(Stored items)
BEGIN

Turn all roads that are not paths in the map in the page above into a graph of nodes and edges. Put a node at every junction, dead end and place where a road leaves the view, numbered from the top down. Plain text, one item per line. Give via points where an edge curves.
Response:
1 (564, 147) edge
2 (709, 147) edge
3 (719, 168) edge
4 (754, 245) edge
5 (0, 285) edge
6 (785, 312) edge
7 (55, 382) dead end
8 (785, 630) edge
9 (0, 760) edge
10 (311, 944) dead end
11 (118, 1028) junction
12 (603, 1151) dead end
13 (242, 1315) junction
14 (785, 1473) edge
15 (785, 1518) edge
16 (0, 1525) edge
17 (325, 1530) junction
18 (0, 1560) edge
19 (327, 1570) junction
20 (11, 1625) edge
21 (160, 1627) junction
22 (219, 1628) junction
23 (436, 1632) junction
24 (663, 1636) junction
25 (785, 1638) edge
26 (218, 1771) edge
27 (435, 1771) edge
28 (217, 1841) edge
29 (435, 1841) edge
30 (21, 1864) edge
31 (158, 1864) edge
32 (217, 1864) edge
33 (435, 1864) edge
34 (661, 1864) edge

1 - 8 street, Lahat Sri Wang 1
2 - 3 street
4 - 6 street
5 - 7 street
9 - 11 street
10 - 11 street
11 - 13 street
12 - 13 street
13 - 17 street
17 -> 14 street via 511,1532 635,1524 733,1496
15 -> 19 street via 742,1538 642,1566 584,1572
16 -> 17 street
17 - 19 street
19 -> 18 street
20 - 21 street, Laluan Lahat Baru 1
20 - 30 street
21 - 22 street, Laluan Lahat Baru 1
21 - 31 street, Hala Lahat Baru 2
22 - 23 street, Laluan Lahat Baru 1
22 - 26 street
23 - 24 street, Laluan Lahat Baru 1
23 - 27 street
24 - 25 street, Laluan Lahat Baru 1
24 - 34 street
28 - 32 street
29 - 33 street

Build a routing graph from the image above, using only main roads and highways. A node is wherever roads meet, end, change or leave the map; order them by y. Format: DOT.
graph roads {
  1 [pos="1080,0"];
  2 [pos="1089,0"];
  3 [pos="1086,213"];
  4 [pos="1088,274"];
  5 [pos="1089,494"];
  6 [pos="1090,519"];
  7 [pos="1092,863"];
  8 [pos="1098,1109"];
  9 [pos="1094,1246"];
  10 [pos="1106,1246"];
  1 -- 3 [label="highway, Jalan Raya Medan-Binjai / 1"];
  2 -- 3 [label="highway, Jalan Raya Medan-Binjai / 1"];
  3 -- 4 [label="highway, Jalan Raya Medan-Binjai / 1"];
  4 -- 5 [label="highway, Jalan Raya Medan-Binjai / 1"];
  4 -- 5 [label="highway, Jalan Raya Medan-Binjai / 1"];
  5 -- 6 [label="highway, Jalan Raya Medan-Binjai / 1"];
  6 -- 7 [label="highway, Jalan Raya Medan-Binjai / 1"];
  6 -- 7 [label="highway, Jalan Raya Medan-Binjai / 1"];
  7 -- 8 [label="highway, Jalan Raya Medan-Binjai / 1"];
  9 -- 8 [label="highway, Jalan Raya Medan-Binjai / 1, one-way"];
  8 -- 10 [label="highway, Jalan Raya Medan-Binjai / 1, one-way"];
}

END

§ **WORK INSTRUCTION**: Each line of the data above that contains the string "Lahat" should be counted; give only the total.

§ **SOLUTION BELOW**: 7